Solving this data problem is where SAP solutions can come into the picture. The workforce analytics market is surging:

It's been pretty interesting watching this market, which has been a huge shift over the last two years. I've read some stats that 2,500 startups are focused on this topic, and they could be focused on, very specifically, resumes, which we'll talk about, or performance. Lots are focused in on analytics. So in SAP, we'd start the conversation that we have workforce analytics.

But workforce analytics must go further than surface-level demographics:

[When we capture data, we need to be able say more than] this is the level of women, or African-Americans, or differently-abled - but then do deep dives in. [Your analytics should tell you that] over here, you have a challenge with your talent pool at this particular part of the cycle. Over here, you have a challenge with wage gap. So very specific right down to the person.

Analytics is a step, not the end game:

It shouldn't stop there. What we tend to see is this siloed approach. Many companies start and then stop with analytics. That's the equivalent of deciding I want to lose weight and all I do is weigh myself every week, right? I'm not changing how I'm living, the things I'm fueling myself with, and how I'm active, right?

Technology is not a cure-all - Fletcher's four keys to transformation

Yes, technology can be a catalyst. But the first two keys in Fletcher's transformation approach have nothing to do with tech:

  • Role modeling - "The people I look up to, how do they live, like the Bill McDermotts. We look up to Bill because of his position, there are other folks we look up to for influence. So we need those stories out there."
  • Compelling stories - "People who look like me, think like me, talk like me, I can relate to them, right?" This is where videos like "It Gets Better" fit in. "The fact that this culture has a practice of true inclusion, that I feel safe to tell this story, is incredible."
  • Tech enablement - "You can't point at somebody and say, "Change." People don't change when you tell them to. They change when you enable them to."
  • Reinforcement mechanisms -  "You can enable me, you can tell me beautiful stories, but if I'm not rewarded or penalized for the right behavior, none of it matters."  Technology can play a role here.

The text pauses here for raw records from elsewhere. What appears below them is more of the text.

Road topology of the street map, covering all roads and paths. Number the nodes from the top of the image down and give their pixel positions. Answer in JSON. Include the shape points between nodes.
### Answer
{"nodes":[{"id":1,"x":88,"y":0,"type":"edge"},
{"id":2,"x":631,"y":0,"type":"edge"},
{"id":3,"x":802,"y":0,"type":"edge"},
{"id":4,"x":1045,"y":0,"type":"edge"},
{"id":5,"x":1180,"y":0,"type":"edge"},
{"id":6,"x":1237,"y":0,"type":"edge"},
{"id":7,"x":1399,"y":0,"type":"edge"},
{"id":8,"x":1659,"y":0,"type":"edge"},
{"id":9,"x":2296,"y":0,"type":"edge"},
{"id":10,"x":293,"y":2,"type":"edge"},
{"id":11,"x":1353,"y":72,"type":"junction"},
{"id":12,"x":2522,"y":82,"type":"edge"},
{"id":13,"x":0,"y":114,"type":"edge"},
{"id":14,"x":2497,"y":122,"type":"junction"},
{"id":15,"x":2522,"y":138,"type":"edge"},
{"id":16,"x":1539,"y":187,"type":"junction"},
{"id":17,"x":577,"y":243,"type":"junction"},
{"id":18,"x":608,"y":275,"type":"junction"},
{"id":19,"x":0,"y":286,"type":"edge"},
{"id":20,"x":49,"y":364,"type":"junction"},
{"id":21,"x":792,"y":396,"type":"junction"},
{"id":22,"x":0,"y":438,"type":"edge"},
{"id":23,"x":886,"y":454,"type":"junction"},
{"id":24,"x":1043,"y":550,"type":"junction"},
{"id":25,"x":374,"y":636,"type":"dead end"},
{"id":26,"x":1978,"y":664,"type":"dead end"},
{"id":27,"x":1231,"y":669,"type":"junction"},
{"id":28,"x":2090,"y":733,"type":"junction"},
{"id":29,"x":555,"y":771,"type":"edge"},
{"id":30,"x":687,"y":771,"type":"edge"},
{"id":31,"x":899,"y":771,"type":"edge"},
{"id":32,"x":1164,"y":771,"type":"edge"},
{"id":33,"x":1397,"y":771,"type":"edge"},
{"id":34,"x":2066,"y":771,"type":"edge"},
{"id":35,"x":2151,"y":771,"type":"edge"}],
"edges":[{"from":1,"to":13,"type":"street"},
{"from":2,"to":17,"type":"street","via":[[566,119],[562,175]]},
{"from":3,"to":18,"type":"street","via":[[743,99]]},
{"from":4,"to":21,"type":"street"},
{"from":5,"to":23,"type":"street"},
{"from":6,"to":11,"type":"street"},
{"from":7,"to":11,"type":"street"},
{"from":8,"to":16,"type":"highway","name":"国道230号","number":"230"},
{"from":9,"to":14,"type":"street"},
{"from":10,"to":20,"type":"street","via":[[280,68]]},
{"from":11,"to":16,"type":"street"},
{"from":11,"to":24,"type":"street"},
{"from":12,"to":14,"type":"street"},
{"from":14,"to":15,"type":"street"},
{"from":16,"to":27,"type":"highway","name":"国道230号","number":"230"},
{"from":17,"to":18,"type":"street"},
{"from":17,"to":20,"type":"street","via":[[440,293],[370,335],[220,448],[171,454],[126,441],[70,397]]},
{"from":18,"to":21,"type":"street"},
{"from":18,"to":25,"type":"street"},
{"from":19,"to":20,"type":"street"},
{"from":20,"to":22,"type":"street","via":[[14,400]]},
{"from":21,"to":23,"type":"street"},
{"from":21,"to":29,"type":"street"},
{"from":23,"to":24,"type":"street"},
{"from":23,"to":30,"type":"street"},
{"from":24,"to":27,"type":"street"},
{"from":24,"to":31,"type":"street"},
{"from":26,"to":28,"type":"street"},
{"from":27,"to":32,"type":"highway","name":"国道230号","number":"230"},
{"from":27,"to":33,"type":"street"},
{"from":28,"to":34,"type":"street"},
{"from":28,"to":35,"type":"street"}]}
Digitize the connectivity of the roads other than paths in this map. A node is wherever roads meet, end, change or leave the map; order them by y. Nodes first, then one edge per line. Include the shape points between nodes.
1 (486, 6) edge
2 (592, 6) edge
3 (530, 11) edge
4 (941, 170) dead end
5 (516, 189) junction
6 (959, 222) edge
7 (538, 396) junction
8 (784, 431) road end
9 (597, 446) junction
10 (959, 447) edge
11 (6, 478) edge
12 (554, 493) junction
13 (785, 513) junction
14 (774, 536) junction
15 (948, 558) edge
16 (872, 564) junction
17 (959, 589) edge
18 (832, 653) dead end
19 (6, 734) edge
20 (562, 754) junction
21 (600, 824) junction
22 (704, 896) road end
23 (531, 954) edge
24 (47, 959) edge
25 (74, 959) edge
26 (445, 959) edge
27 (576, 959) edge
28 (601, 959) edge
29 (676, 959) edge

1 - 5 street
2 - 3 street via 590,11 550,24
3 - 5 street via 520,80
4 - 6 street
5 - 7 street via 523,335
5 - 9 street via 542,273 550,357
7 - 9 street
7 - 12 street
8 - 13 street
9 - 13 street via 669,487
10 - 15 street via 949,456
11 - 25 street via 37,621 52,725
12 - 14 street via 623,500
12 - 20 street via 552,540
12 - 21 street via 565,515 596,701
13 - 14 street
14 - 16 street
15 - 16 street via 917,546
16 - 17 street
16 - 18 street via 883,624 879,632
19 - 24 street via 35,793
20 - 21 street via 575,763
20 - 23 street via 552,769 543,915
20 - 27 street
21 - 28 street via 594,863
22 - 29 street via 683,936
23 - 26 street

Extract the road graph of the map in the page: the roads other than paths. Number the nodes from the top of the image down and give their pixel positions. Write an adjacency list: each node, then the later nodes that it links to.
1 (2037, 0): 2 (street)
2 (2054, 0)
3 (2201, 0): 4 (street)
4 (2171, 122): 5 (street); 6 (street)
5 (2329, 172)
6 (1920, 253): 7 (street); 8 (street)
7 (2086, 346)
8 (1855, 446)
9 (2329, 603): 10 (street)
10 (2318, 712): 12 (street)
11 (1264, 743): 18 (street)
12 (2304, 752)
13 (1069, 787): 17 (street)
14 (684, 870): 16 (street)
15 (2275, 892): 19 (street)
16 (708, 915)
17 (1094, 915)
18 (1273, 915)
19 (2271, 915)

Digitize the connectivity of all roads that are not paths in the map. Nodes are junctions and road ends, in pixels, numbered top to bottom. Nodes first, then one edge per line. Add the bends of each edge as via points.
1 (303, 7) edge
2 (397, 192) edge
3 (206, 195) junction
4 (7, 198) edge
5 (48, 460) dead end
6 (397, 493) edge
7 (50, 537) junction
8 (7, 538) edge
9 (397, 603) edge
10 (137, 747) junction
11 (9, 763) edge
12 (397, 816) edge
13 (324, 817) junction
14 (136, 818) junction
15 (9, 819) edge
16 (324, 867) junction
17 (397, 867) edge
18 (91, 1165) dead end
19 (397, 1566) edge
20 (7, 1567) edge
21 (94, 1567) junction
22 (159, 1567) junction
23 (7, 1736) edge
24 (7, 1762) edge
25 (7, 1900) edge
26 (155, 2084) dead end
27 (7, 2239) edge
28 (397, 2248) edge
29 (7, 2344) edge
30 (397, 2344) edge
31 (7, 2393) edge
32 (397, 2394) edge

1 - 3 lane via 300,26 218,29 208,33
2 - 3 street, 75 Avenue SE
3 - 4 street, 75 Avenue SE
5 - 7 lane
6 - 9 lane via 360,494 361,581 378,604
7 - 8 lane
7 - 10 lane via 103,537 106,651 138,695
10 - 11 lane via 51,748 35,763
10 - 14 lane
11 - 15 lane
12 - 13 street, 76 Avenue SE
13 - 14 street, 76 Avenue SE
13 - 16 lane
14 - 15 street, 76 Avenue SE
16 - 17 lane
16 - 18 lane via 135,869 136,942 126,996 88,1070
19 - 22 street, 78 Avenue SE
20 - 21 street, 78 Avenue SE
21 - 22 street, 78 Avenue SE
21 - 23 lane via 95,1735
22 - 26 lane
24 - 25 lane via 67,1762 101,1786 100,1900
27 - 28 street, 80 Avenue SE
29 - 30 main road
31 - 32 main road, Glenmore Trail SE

The wrap - can machine learning bust through glass ceilings?

We finished with sobering talk about research from Dr. Elisabeth Kelan of Cranfield University who serves as a thought leader on SAP's customer advisory group. Kelan found that the so-called "glass ceiling" was not at the executive level, but at the middle manager level.

Fletcher emphasized that these "beyond bias" tools are not an add-on to SuccessFactors, but part of a guiding philosophy, fueled by a more strategic view of HR:

This is not in addition to SuccessFactors, this is how we do SuccessFactors now. We understand that it's not just about those reinforcement mechanisms, right? HR is changing. We are becoming strategic advisors, enablers of the workforce.

We went into detail on designing functionality that enables better approaches, such as the anti-bias job order functions. Fletcher described the design value of "nudging," such as alerting HR managers to more appropriate job order language. That nudge serves to enable rather than accuse.

We also touched on the dangers of algorithmic design, a frequent topic of concern on diginomica. Call it "garbage in, garbage out," or simply algorithmic bias - the tools themselves run the risk of perpetuating problems.

I get why Fletcher emphasizes culture change rather than pushing tools as magic fixes.  That's correct in my view, and it's good to see SAP grappling with the entire plate of bias problems, not just the tech piece. That said, I'm looking forward to a further product updates later this summer at SuccessConnect, and seeing what progress SAP has made on that front since their initial Business Beyond Bias announcements.